EXCERPTED DATA START

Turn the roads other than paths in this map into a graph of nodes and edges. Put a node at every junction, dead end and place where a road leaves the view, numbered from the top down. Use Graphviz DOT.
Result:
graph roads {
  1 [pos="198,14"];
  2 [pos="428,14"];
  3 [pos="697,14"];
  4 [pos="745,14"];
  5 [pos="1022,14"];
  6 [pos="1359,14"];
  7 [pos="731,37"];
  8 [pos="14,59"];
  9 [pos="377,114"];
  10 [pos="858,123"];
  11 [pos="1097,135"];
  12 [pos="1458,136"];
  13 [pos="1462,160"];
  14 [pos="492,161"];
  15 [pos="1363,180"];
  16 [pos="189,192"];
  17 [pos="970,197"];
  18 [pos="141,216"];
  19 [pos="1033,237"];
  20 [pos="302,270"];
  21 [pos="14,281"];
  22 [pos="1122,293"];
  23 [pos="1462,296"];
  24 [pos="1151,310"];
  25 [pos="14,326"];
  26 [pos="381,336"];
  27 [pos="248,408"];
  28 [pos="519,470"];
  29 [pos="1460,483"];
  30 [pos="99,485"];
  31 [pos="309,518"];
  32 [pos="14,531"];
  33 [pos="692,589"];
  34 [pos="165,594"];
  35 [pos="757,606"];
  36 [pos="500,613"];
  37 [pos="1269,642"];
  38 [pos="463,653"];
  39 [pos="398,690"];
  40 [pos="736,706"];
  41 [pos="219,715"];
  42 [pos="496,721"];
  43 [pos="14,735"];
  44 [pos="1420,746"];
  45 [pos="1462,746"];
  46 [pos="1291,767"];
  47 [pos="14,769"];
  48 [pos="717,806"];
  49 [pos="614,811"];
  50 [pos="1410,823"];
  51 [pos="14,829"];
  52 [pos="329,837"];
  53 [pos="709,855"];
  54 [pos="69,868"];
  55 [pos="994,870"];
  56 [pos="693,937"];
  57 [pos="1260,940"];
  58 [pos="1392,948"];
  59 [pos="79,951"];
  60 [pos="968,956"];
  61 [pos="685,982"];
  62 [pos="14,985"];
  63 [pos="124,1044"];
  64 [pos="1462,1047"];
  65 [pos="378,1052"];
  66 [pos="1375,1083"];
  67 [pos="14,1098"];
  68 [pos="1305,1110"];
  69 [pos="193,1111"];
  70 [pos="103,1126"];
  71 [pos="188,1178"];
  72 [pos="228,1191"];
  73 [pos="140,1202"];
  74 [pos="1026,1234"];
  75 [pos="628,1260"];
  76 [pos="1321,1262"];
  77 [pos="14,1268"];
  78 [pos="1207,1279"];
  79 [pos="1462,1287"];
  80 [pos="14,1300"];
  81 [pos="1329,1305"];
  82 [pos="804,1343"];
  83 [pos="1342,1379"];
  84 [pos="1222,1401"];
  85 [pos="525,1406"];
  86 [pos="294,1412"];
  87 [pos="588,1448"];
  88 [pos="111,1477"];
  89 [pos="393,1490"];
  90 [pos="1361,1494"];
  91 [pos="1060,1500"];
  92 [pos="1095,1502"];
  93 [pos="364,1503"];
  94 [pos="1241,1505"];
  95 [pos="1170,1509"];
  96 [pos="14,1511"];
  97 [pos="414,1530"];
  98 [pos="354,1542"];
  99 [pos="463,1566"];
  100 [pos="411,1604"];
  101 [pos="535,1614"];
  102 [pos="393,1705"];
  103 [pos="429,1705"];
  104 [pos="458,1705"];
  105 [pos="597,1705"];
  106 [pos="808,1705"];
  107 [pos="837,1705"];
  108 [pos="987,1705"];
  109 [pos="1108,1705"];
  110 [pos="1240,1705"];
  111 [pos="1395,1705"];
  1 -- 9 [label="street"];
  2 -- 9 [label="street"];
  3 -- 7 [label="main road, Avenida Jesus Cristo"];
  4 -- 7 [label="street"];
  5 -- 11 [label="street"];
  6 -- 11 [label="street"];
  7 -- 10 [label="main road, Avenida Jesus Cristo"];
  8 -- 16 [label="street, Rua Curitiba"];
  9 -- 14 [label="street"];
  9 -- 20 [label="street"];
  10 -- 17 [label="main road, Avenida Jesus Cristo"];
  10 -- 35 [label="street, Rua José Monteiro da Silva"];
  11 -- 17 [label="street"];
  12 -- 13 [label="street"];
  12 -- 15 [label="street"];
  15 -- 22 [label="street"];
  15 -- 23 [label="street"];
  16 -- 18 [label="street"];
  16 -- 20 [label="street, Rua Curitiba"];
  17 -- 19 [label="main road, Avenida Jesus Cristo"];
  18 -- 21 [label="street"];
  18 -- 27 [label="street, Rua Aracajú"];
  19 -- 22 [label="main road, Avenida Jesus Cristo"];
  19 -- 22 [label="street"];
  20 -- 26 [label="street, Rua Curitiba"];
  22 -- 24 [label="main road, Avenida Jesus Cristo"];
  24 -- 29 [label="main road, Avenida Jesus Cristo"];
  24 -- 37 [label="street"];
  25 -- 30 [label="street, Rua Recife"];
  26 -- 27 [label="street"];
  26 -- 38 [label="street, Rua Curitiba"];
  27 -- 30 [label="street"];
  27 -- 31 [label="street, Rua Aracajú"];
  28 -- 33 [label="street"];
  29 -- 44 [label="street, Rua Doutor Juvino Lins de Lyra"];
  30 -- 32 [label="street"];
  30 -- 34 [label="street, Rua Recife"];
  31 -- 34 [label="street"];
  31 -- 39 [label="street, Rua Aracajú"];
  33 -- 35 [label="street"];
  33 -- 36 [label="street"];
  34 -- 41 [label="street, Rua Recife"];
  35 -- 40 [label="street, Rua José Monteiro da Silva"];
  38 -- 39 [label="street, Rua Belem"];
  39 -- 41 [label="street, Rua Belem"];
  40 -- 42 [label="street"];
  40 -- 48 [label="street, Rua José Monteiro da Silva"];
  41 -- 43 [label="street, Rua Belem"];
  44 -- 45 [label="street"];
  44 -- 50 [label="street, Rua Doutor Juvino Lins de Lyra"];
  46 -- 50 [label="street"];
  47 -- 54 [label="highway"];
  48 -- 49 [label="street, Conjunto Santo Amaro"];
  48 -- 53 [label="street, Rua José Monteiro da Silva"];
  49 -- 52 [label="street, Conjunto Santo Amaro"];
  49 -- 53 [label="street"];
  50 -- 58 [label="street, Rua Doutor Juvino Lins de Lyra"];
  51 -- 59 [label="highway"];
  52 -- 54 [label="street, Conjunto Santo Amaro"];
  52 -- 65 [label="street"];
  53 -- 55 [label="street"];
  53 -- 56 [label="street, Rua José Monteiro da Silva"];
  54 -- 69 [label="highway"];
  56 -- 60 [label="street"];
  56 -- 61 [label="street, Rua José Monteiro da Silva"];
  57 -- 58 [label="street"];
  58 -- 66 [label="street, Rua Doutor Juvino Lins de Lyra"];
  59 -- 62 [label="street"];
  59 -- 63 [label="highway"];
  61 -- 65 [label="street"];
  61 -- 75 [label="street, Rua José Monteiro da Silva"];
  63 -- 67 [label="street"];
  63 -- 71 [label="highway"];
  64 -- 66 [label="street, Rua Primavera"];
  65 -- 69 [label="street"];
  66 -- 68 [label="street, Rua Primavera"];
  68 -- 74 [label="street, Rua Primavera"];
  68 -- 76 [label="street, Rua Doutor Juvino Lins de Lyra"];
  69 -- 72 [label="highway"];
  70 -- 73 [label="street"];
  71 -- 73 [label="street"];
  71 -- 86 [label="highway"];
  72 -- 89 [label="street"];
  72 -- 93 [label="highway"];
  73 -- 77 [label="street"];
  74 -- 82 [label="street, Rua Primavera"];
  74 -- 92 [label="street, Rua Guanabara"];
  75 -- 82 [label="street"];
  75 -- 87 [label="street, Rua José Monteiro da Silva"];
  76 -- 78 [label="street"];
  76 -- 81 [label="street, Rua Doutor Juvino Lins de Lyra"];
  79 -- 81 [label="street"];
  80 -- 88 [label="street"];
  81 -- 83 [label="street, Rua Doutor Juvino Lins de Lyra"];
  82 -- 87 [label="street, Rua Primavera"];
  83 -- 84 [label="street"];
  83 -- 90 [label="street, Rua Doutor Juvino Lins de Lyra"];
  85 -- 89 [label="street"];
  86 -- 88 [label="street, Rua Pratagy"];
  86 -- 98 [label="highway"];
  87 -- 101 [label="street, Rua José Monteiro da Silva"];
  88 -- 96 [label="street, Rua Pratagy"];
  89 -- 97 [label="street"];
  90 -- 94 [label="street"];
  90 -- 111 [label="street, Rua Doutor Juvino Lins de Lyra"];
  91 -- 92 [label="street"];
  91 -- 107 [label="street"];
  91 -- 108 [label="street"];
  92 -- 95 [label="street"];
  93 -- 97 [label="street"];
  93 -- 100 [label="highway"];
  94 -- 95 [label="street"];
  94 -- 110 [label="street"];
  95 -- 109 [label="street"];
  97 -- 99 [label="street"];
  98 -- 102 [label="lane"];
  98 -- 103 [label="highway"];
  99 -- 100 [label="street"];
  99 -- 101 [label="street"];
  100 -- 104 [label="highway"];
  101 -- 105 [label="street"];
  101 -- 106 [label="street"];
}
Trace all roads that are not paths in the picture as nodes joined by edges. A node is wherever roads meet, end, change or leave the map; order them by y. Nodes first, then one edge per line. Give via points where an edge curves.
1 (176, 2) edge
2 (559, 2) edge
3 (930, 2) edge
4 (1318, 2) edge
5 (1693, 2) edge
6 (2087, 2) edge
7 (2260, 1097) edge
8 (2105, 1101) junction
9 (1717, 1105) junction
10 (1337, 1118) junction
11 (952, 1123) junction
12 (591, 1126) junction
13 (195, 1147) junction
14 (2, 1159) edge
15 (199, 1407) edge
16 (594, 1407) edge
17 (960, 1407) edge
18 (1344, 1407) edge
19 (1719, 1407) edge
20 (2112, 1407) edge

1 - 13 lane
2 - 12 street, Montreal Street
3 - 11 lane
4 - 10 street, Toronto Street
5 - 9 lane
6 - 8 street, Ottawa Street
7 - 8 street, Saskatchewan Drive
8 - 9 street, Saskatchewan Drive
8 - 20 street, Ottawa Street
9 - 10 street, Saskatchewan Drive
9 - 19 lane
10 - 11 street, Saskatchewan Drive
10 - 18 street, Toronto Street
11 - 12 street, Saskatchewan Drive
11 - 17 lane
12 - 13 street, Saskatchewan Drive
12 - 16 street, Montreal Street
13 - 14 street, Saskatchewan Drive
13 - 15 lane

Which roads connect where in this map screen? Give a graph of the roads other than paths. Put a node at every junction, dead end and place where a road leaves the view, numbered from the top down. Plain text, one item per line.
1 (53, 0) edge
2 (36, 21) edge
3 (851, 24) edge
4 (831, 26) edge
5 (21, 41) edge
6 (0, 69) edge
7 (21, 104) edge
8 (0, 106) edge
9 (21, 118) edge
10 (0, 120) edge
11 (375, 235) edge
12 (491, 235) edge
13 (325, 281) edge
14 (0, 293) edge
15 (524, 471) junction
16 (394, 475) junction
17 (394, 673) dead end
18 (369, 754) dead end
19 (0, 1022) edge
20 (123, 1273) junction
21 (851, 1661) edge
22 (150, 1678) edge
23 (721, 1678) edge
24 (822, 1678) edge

EXCERPTED DATA END

→ WHAT THE TASK ASKS: Print the line with "Which roads connect" and every line after it in the entries above, exactly as written. Leave out all other lines.

→ SOLUTION TO THE PROBLEM:
Which roads connect where in this map screen? Give a graph of the roads other than paths. Put a node at every junction, dead end and place where a road leaves the view, numbered from the top down. Plain text, one item per line.
1 (53, 0) edge
2 (36, 21) edge
3 (851, 24) edge
4 (831, 26) edge
5 (21, 41) edge
6 (0, 69) edge
7 (21, 104) edge
8 (0, 106) edge
9 (21, 118) edge
10 (0, 120) edge
11 (375, 235) edge
12 (491, 235) edge
13 (325, 281) edge
14 (0, 293) edge
15 (524, 471) junction
16 (394, 475) junction
17 (394, 673) dead end
18 (369, 754) dead end
19 (0, 1022) edge
20 (123, 1273) junction
21 (851, 1661) edge
22 (150, 1678) edge
23 (721, 1678) edge
24 (822, 1678) edge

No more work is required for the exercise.